Sean Parker, Facebook's founding president, publicly announced that the company had set out to consume as much user time as possible, and that it was "exploiting a vulnerability in human psychology". So, to a large degree, once we’ve clicked on an app it is the platform designers who take control. We want to explore the mechanisms behind the smartphone features designed to prolong our phone usage and fuel addiction.

It’s no coincidence that the colour red is used widely throughout the tech industry to drive people to engage via notifications. Facebook’s former platforms operations manager Sandy Parakilas explains that the red colour of the notification badges on social media apps is a trigger colour used to signal importance. Not only is it the most vivid colour for ocular perception, but it lights up areas of the brain that other colours do not. This is backed by science: research dating back to 1974 revealed that the colour red triggers a greater galvanic skin response (changes in sweat gland activity) usually caused by some form of stress, than the colours blue or yellow. Micheal Wagner, an information architect explains that long before the dawn of iPhones and notification design, it was culturally acknowledged that the colour red signals importance and immediacy (warning signs, traffic lights, fire, and blood). Wagner notes that the use of red as a notification badge is ingenious since “we are already conditioned to pay attention to red signals as items that require our attention”.

In 2006, Aza Raskin designed the endless scroll feature we are accustomed to using on Instagram, Twitter, Facebook, Tiktok and a host of other social media apps. Before this invention, social media users would have to click to the next page to access more content, but now, the page never ends, subtly encouraging us to scroll endlessly. Raskin was one of many designers driven to create addictive app features by the business models of the tech giants companies that employed them. Its appeal is obvious: infinite, endless scrolling drives users to subconsciously scroll through massive chunks of content, without effortful clicks or taps, and with no finish line in sight. This trance-like, endless scrolling is a big win for apps that are designed to be immersive, as it sends users into a state of ‘flow’. In their most general sense, flow states increase productivity and focus, whilst distorting our sense of time (making minutes and hours feel like seconds). This sense of total immersion, to the extent of forgetting about time and space whilst using an app, is exactly what app developers set out to achieve.

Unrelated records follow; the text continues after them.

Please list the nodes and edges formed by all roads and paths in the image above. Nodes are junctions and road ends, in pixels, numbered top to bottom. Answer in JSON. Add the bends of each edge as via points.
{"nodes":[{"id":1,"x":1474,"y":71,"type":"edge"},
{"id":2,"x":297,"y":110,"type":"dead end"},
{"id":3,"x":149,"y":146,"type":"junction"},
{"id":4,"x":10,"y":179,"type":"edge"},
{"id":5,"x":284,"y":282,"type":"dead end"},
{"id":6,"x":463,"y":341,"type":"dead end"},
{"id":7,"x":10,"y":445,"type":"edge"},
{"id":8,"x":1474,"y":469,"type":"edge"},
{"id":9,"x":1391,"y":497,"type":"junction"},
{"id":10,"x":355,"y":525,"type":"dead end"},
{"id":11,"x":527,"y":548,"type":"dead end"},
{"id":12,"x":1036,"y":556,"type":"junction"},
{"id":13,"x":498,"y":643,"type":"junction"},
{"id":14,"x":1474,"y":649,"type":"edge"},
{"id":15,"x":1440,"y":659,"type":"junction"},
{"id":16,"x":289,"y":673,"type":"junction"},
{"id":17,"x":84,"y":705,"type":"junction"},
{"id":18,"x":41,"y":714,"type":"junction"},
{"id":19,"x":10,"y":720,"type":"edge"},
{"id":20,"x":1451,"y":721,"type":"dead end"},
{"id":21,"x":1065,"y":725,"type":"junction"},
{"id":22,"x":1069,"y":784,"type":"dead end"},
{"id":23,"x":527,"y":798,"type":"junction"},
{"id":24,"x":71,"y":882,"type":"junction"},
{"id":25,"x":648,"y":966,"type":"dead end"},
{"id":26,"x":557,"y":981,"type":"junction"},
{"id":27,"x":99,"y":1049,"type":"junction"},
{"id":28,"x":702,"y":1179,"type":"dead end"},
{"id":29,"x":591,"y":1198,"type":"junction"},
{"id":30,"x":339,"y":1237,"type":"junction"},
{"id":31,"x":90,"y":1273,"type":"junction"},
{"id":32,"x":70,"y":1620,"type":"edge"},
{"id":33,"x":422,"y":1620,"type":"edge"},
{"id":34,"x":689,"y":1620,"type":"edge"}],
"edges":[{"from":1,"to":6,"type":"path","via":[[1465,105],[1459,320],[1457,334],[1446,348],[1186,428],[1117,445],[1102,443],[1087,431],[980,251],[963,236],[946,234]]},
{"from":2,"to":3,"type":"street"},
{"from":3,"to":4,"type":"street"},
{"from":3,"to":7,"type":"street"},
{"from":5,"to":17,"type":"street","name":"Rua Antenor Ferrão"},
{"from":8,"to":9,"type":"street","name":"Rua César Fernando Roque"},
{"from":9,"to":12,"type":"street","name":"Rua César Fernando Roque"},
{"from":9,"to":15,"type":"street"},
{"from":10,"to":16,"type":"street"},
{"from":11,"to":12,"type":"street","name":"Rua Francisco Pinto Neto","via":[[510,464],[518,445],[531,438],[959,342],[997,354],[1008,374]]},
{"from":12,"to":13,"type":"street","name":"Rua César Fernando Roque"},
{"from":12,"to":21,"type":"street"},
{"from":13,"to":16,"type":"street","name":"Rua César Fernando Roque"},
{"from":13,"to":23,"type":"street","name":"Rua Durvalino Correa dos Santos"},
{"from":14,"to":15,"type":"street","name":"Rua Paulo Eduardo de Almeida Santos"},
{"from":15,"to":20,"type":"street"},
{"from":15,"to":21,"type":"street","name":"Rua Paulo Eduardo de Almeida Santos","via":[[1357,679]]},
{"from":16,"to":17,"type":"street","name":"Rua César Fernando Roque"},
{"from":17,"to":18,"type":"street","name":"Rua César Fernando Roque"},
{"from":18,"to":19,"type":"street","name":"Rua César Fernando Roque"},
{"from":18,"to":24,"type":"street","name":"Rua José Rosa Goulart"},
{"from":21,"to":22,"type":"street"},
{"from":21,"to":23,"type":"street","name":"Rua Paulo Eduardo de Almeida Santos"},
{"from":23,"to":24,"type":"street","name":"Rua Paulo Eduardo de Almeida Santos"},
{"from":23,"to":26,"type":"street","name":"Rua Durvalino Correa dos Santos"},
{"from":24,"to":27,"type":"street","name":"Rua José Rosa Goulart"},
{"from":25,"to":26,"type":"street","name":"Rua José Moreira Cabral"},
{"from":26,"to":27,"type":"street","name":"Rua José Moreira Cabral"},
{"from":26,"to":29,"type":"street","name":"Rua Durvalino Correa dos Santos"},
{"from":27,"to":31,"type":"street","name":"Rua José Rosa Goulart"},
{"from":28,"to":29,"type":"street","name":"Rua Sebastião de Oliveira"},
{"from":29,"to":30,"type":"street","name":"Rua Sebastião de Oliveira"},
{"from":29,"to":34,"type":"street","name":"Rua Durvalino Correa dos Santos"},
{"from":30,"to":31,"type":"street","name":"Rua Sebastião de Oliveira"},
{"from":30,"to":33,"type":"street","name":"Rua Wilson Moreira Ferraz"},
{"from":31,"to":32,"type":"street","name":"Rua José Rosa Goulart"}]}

And streaming sites like YouTube and Netflix employ similar techniques: as soon as one video ends, another video begins streaming automatically. Viewers get more and more absorbed, which makes it hard to stop watching. Raskin explains that the ‘endless scroll’ feature mimics the famous ‘infinite soup bowl’ experiment, in which if a bowl of soup automatically refills itself unbeknownst to the eater, people tend to eat significantly more, due to the absence of any stopping cues (an empty bowl). Similarly, the endless scroll feature deprives users of any stopping cues, and doesn’t give our minds time to catch up with our impulses. The average Brit scrolls through their smartphone at a pace of 5.149 miles per year. This equates to 22.7 meters (!) per day per person. Collectively (and perhaps most shockingly), the population of the UK is scrolling 210 millions miles each year. In hindsight, Raskin admitted feeling guilty that the sheer power of the design features he helped to create have triggered widespread social media addiction.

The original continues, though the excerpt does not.